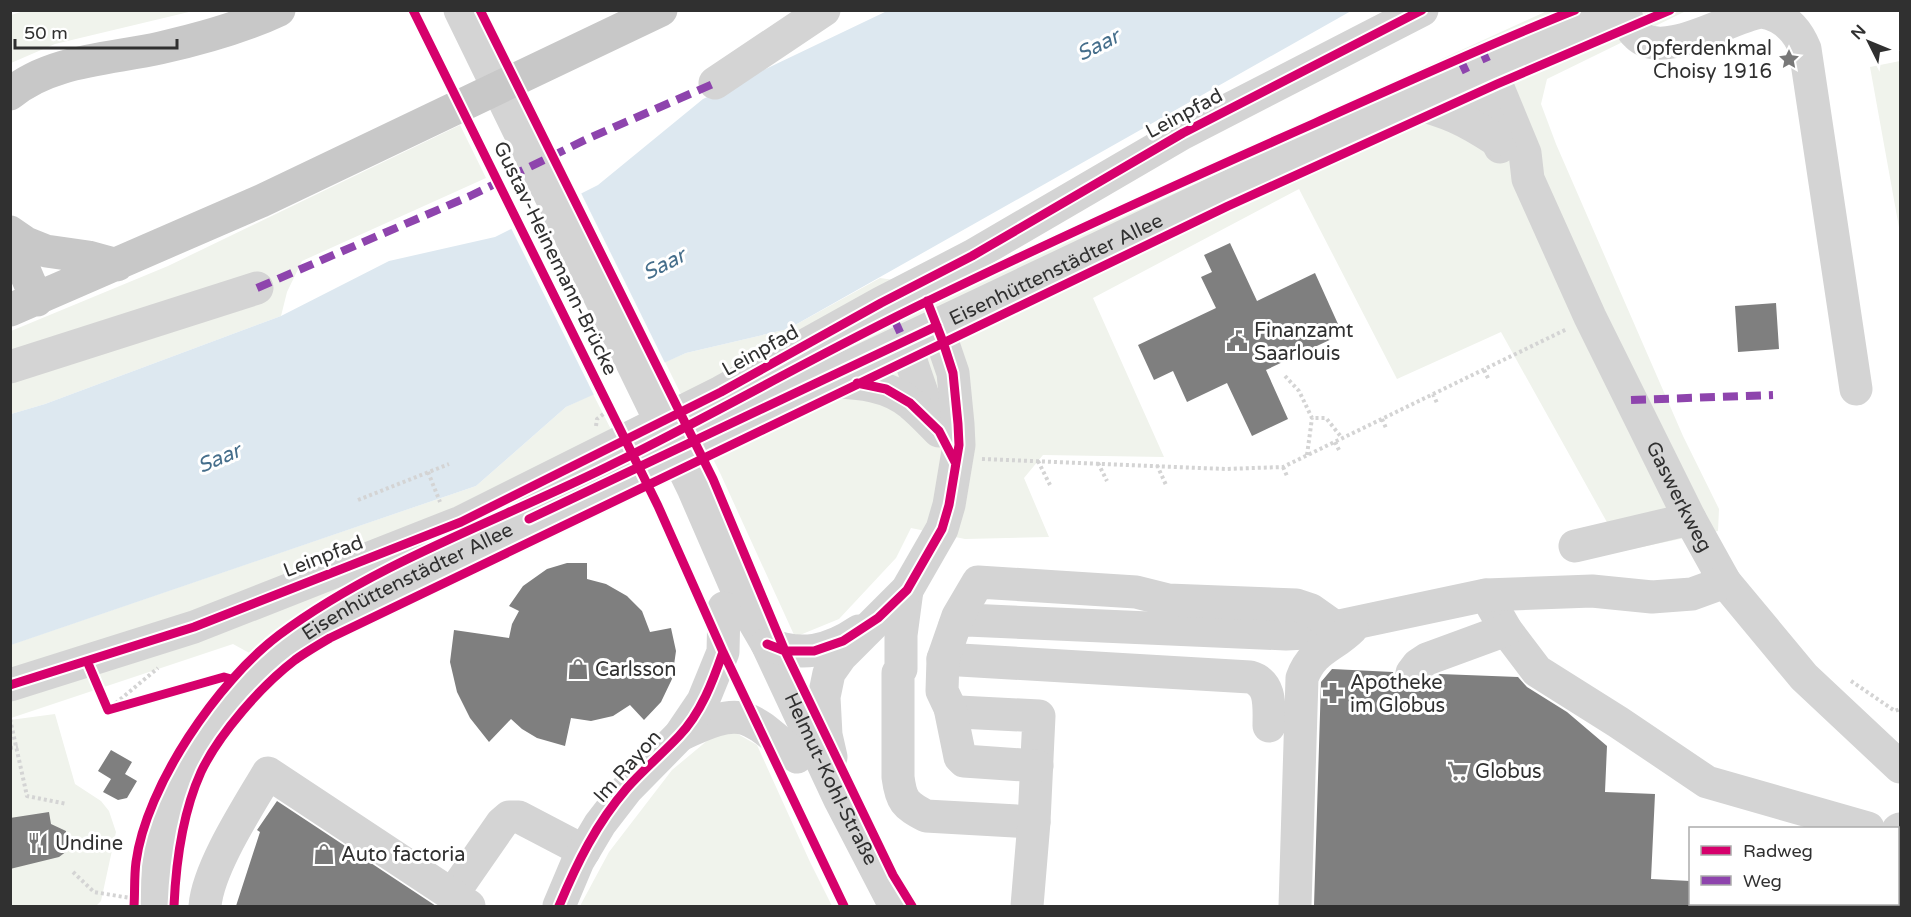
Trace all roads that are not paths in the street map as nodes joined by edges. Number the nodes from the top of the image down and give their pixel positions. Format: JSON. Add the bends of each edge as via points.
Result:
{"nodes":[{"id":1,"x":279,"y":10,"type":"edge"},
{"id":2,"x":661,"y":10,"type":"edge"},
{"id":3,"x":824,"y":10,"type":"edge"},
{"id":4,"x":1422,"y":10,"type":"edge"},
{"id":5,"x":1622,"y":10,"type":"edge"},
{"id":6,"x":444,"y":12,"type":"edge"},
{"id":7,"x":1478,"y":71,"type":"junction"},
{"id":8,"x":715,"y":83,"type":"dead end"},
{"id":9,"x":10,"y":93,"type":"edge"},
{"id":10,"x":1410,"y":102,"type":"junction"},
{"id":11,"x":1496,"y":140,"type":"junction"},
{"id":12,"x":1528,"y":179,"type":"junction"},
{"id":13,"x":10,"y":232,"type":"edge"},
{"id":14,"x":10,"y":237,"type":"edge"},
{"id":15,"x":117,"y":265,"type":"junction"},
{"id":16,"x":257,"y":288,"type":"dead end"},
{"id":17,"x":24,"y":305,"type":"edge"},
{"id":18,"x":937,"y":326,"type":"junction"},
{"id":19,"x":904,"y":341,"type":"junction"},
{"id":20,"x":10,"y":367,"type":"edge"},
{"id":21,"x":818,"y":381,"type":"junction"},
{"id":22,"x":1856,"y":389,"type":"dead end"},
{"id":23,"x":939,"y":431,"type":"junction"},
{"id":24,"x":955,"y":462,"type":"junction"},
{"id":25,"x":683,"y":494,"type":"junction"},
{"id":26,"x":1690,"y":519,"type":"junction"},
{"id":27,"x":1575,"y":546,"type":"dead end"},
{"id":28,"x":1725,"y":582,"type":"junction"},
{"id":29,"x":907,"y":590,"type":"junction"},
{"id":30,"x":1486,"y":595,"type":"junction"},
{"id":31,"x":724,"y":608,"type":"junction"},
{"id":32,"x":878,"y":618,"type":"junction"},
{"id":33,"x":1347,"y":624,"type":"junction"},
{"id":34,"x":1506,"y":630,"type":"junction"},
{"id":35,"x":766,"y":644,"type":"junction"},
{"id":36,"x":943,"y":659,"type":"junction"},
{"id":37,"x":898,"y":673,"type":"junction"},
{"id":38,"x":1412,"y":673,"type":"dead end"},
{"id":39,"x":10,"y":685,"type":"edge"},
{"id":40,"x":950,"y":708,"type":"junction"},
{"id":41,"x":1269,"y":726,"type":"dead end"},
{"id":42,"x":680,"y":735,"type":"junction"},
{"id":43,"x":797,"y":757,"type":"junction"},
{"id":44,"x":1036,"y":766,"type":"junction"},
{"id":45,"x":1900,"y":767,"type":"edge"},
{"id":46,"x":840,"y":800,"type":"junction"},
{"id":47,"x":1034,"y":822,"type":"junction"},
{"id":48,"x":1864,"y":827,"type":"edge"},
{"id":49,"x":584,"y":851,"type":"junction"},
{"id":50,"x":460,"y":901,"type":"edge"},
{"id":51,"x":145,"y":903,"type":"edge"},
{"id":52,"x":205,"y":906,"type":"edge"},
{"id":53,"x":559,"y":906,"type":"edge"},
{"id":54,"x":871,"y":906,"type":"edge"},
{"id":55,"x":895,"y":906,"type":"edge"},
{"id":56,"x":1028,"y":906,"type":"edge"},
{"id":57,"x":1294,"y":906,"type":"edge"}],
"edges":[{"from":1,"to":9,"type":"main road","via":[[213,35],[33,77]]},
{"from":2,"to":15,"type":"main road","via":[[261,201]]},
{"from":3,"to":8,"type":"street"},
{"from":4,"to":39,"type":"street","name":"Leinpfad","via":[[1183,133],[972,255],[721,392],[461,522],[194,627]]},
{"from":5,"to":7,"type":"street","name":"Eisenhüttenstädter Allee"},
{"from":5,"to":22,"type":"street","via":[[1635,34],[1657,43],[1674,43],[1761,12],[1787,22],[1801,39]]},
{"from":6,"to":25,"type":"street","name":"Gustav-Heinemann-Brücke"},
{"from":7,"to":10,"type":"street","name":"Eisenhüttenstädter Allee"},
{"from":7,"to":11,"type":"street","name":"Gaswerkweg"},
{"from":7,"to":12,"type":"street","name":"Gaswerkweg","via":[[1525,153]]},
{"from":10,"to":11,"type":"street","name":"Gaswerkweg","via":[[1466,120]]},
{"from":10,"to":18,"type":"street","name":"Eisenhüttenstädter Allee"},
{"from":11,"to":12,"type":"street","name":"Gaswerkweg","via":[[1510,166]]},
{"from":12,"to":26,"type":"street","name":"Gaswerkweg","via":[[1590,317]]},
{"from":13,"to":15,"type":"main road","via":[[46,251]]},
{"from":14,"to":17,"type":"main road"},
{"from":15,"to":17,"type":"main road"},
{"from":16,"to":20,"type":"street"},
{"from":18,"to":19,"type":"street","name":"Eisenhüttenstädter Allee"},
{"from":18,"to":24,"type":"street","via":[[953,373],[959,445]]},
{"from":19,"to":21,"type":"street","name":"Eisenhüttenstädter Allee"},
{"from":19,"to":23,"type":"street"},
{"from":21,"to":23,"type":"street","via":[[886,389],[910,403]]},
{"from":21,"to":51,"type":"street","name":"Eisenhüttenstädter Allee","via":[[360,601],[316,626],[277,656],[243,687],[190,762],[170,812]]},
{"from":23,"to":24,"type":"street"},
{"from":24,"to":29,"type":"street","via":[[942,529]]},
{"from":25,"to":31,"type":"street","name":"Helmut-Kohl-Straße"},
{"from":25,"to":35,"type":"street","name":"Helmut-Kohl-Straße"},
{"from":26,"to":27,"type":"street"},
{"from":26,"to":28,"type":"street","name":"Gaswerkweg"},
{"from":28,"to":30,"type":"street","via":[[1692,594],[1652,597],[1592,591]]},
{"from":28,"to":45,"type":"street","name":"Gaswerkweg","via":[[1804,677]]},
{"from":29,"to":32,"type":"street"},
{"from":29,"to":37,"type":"street"},
{"from":30,"to":33,"type":"street"},
{"from":30,"to":34,"type":"street"},
{"from":31,"to":42,"type":"street","name":"Im Rayon","via":[[723,652],[703,701]]},
{"from":31,"to":43,"type":"street","name":"Helmut-Kohl-Straße"},
{"from":32,"to":35,"type":"street","via":[[843,641],[814,651],[785,651]]},
{"from":32,"to":37,"type":"street"},
{"from":32,"to":46,"type":"street","via":[[829,673],[824,696],[826,735]]},
{"from":33,"to":36,"type":"street","via":[[1286,634],[963,620],[955,625]]},
{"from":33,"to":57,"type":"street","via":[[1347,633],[1319,652],[1306,666],[1302,678]]},
{"from":34,"to":38,"type":"street","via":[[1427,659]]},
{"from":34,"to":48,"type":"street","via":[[1537,671],[1707,782]]},
{"from":35,"to":46,"type":"street","name":"Helmut-Kohl-Straße"},
{"from":36,"to":40,"type":"street","via":[[942,691]]},
{"from":36,"to":41,"type":"street","via":[[1250,677],[1267,692]]},
{"from":37,"to":47,"type":"street","via":[[898,777],[905,803],[926,816]]},
{"from":40,"to":44,"type":"street","via":[[961,760]]},
{"from":40,"to":44,"type":"street","via":[[959,712],[1039,716]]},
{"from":42,"to":43,"type":"street","name":"Im Rayon","via":[[711,721],[740,717],[756,722]]},
{"from":42,"to":49,"type":"street","name":"Im Rayon","via":[[627,789]]},
{"from":43,"to":54,"type":"street","name":"Helmut-Kohl-Straße"},
{"from":44,"to":47,"type":"street"},
{"from":46,"to":55,"type":"street","name":"Helmut-Kohl-Straße"},
{"from":47,"to":56,"type":"street"},
{"from":49,"to":50,"type":"street","via":[[519,817],[508,817]]},
{"from":49,"to":53,"type":"street","name":"Im Rayon"},
{"from":50,"to":52,"type":"street","via":[[268,773],[215,872]]}]}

■ ■ ■ ■ ■ ■ ■

What is required
The lines to return are those holding the string "Kohl" anywhere in the listing above.

Written response
{"from":25,"to":31,"type":"street","name":"Helmut-Kohl-Straße"},
{"from":25,"to":35,"type":"street","name":"Helmut-Kohl-Straße"},
{"from":31,"to":43,"type":"street","name":"Helmut-Kohl-Straße"},
{"from":35,"to":46,"type":"street","name":"Helmut-Kohl-Straße"},
{"from":43,"to":54,"type":"street","name":"Helmut-Kohl-Straße"},
{"from":46,"to":55,"type":"street","name":"Helmut-Kohl-Straße"},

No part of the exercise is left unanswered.